--- DATA ---
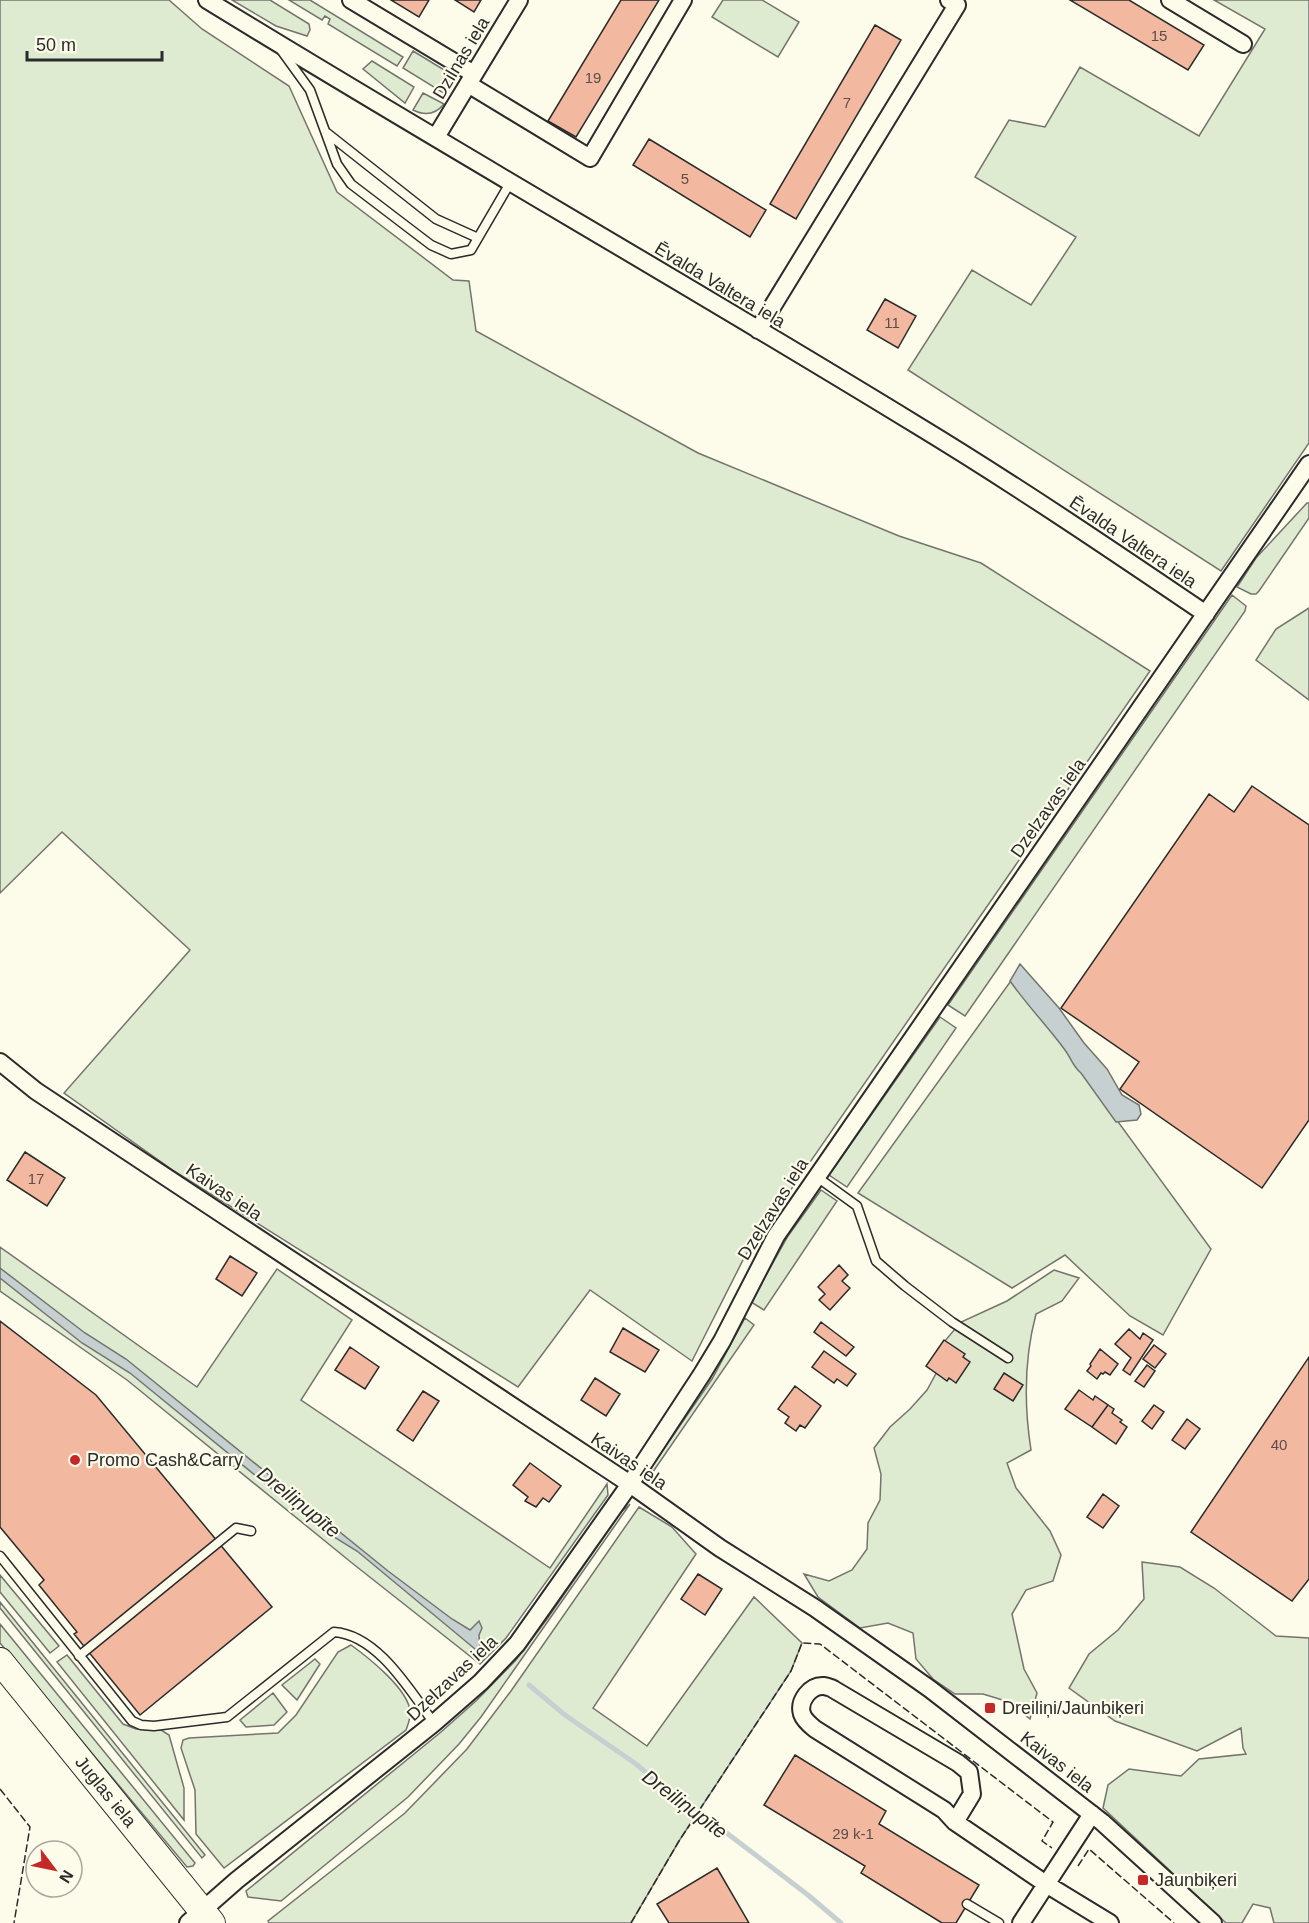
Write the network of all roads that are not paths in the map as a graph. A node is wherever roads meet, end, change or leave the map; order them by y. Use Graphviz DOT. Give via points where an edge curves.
graph roads {
  1 [pos="207,0"];
  2 [pos="351,0"];
  3 [pos="519,0"];
  4 [pos="683,0"];
  5 [pos="949,0"];
  6 [pos="1170,0"];
  7 [pos="275,42"];
  8 [pos="1243,44"];
  9 [pos="471,79"];
  10 [pos="326,132"];
  11 [pos="436,137"];
  12 [pos="510,183"];
  13 [pos="478,238"];
  14 [pos="758,330"];
  15 [pos="1309,464"];
  16 [pos="1206,614"];
  17 [pos="0,1062"];
  18 [pos="817,1177"];
  19 [pos="1008,1358"];
  20 [pos="630,1484"];
  21 [pos="251,1531"];
  22 [pos="0,1556"];
  23 [pos="80,1656"];
  24 [pos="0,1661"];
  25 [pos="434,1723"];
  26 [pos="1092,1814"];
  27 [pos="955,1822"];
  28 [pos="1046,1884"];
  29 [pos="968,1904"];
  30 [pos="200,1918"];
  31 [pos="999,1923"];
  32 [pos="1021,1923"];
  33 [pos="1110,1923"];
  34 [pos="1213,1923"];
  1 -- 7 [label="street, Ēvalda Valtera iela"];
  2 -- 9 [label="street"];
  3 -- 9 [label="street, Dzilnas iela"];
  4 -- 9 [label="street" via="590,159"];
  5 -- 14 [label="street" via="957,5"];
  6 -- 8 [label="street"];
  7 -- 10 [label="lane" via="310,90"];
  7 -- 11 [label="street, Ēvalda Valtera iela"];
  9 -- 11 [label="street, Dzilnas iela"];
  10 -- 13 [label="lane" via="436,219"];
  10 -- 13 [label="lane" via="337,164 351,184 431,245 451,254 471,250"];
  11 -- 12 [label="street, Ēvalda Valtera iela"];
  12 -- 13 [label="lane"];
  12 -- 14 [label="street, Ēvalda Valtera iela"];
  14 -- 16 [label="street, Ēvalda Valtera iela" via="1076,526"];
  15 -- 16 [label="street, Dzelzavas iela"];
  16 -- 18 [label="street, Dzelzavas iela"];
  17 -- 20 [label="street, Kaivas iela" via="36,1091"];
  18 -- 19 [label="lane" via="857,1206 876,1261 952,1322"];
  18 -- 20 [label="street, Dzelzavas iela" via="776,1236 722,1341"];
  20 -- 25 [label="street, Dzelzavas iela" via="517,1644"];
  20 -- 26 [label="street, Kaivas iela" via="921,1682"];
  21 -- 23 [label="lane" via="236,1528"];
  22 -- 23 [label="lane"];
  23 -- 25 [label="lane" via="132,1721 154,1726 227,1717 334,1632 347,1633 384,1657"];
  24 -- 30 [label="main road, Juglas iela"];
  25 -- 30 [label="street, Dzelzavas iela"];
  26 -- 28 [label="street"];
  26 -- 34 [label="street, Kaivas iela"];
  27 -- 27 [label="street" via="972,1794 969,1773 833,1689 824,1686 807,1693 802,1714 815,1729 944,1810"];
  27 -- 28 [label="street"];
  28 -- 32 [label="street"];
  28 -- 33 [label="street"];
  29 -- 31 [label="lane"];
}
---
● **EXERCISE**:
Repeat the data above word for word, without pictures.

● **OUTPUT**:
Write the network of all roads that are not paths in the map as a graph. A node is wherever roads meet, end, change or leave the map; order them by y. Use Graphviz DOT. Give via points where an edge curves.
graph roads {
  1 [pos="207,0"];
  2 [pos="351,0"];
  3 [pos="519,0"];
  4 [pos="683,0"];
  5 [pos="949,0"];
  6 [pos="1170,0"];
  7 [pos="275,42"];
  8 [pos="1243,44"];
  9 [pos="471,79"];
  10 [pos="326,132"];
  11 [pos="436,137"];
  12 [pos="510,183"];
  13 [pos="478,238"];
  14 [pos="758,330"];
  15 [pos="1309,464"];
  16 [pos="1206,614"];
  17 [pos="0,1062"];
  18 [pos="817,1177"];
  19 [pos="1008,1358"];
  20 [pos="630,1484"];
  21 [pos="251,1531"];
  22 [pos="0,1556"];
  23 [pos="80,1656"];
  24 [pos="0,1661"];
  25 [pos="434,1723"];
  26 [pos="1092,1814"];
  27 [pos="955,1822"];
  28 [pos="1046,1884"];
  29 [pos="968,1904"];
  30 [pos="200,1918"];
  31 [pos="999,1923"];
  32 [pos="1021,1923"];
  33 [pos="1110,1923"];
  34 [pos="1213,1923"];
  1 -- 7 [label="street, Ēvalda Valtera iela"];
  2 -- 9 [label="street"];
  3 -- 9 [label="street, Dzilnas iela"];
  4 -- 9 [label="street" via="590,159"];
  5 -- 14 [label="street" via="957,5"];
  6 -- 8 [label="street"];
  7 -- 10 [label="lane" via="310,90"];
  7 -- 11 [label="street, Ēvalda Valtera iela"];
  9 -- 11 [label="street, Dzilnas iela"];
  10 -- 13 [label="lane" via="436,219"];
  10 -- 13 [label="lane" via="337,164 351,184 431,245 451,254 471,250"];
  11 -- 12 [label="street, Ēvalda Valtera iela"];
  12 -- 13 [label="lane"];
  12 -- 14 [label="street, Ēvalda Valtera iela"];
  14 -- 16 [label="street, Ēvalda Valtera iela" via="1076,526"];
  15 -- 16 [label="street, Dzelzavas iela"];
  16 -- 18 [label="street, Dzelzavas iela"];
  17 -- 20 [label="street, Kaivas iela" via="36,1091"];
  18 -- 19 [label="lane" via="857,1206 876,1261 952,1322"];
  18 -- 20 [label="street, Dzelzavas iela" via="776,1236 722,1341"];
  20 -- 25 [label="street, Dzelzavas iela" via="517,1644"];
  20 -- 26 [label="street, Kaivas iela" via="921,1682"];
  21 -- 23 [label="lane" via="236,1528"];
  22 -- 23 [label="lane"];
  23 -- 25 [label="lane" via="132,1721 154,1726 227,1717 334,1632 347,1633 384,1657"];
  24 -- 30 [label="main road, Juglas iela"];
  25 -- 30 [label="street, Dzelzavas iela"];
  26 -- 28 [label="street"];
  26 -- 34 [label="street, Kaivas iela"];
  27 -- 27 [label="street" via="972,1794 969,1773 833,1689 824,1686 807,1693 802,1714 815,1729 944,1810"];
  27 -- 28 [label="street"];
  28 -- 32 [label="street"];
  28 -- 33 [label="street"];
  29 -- 31 [label="lane"];
}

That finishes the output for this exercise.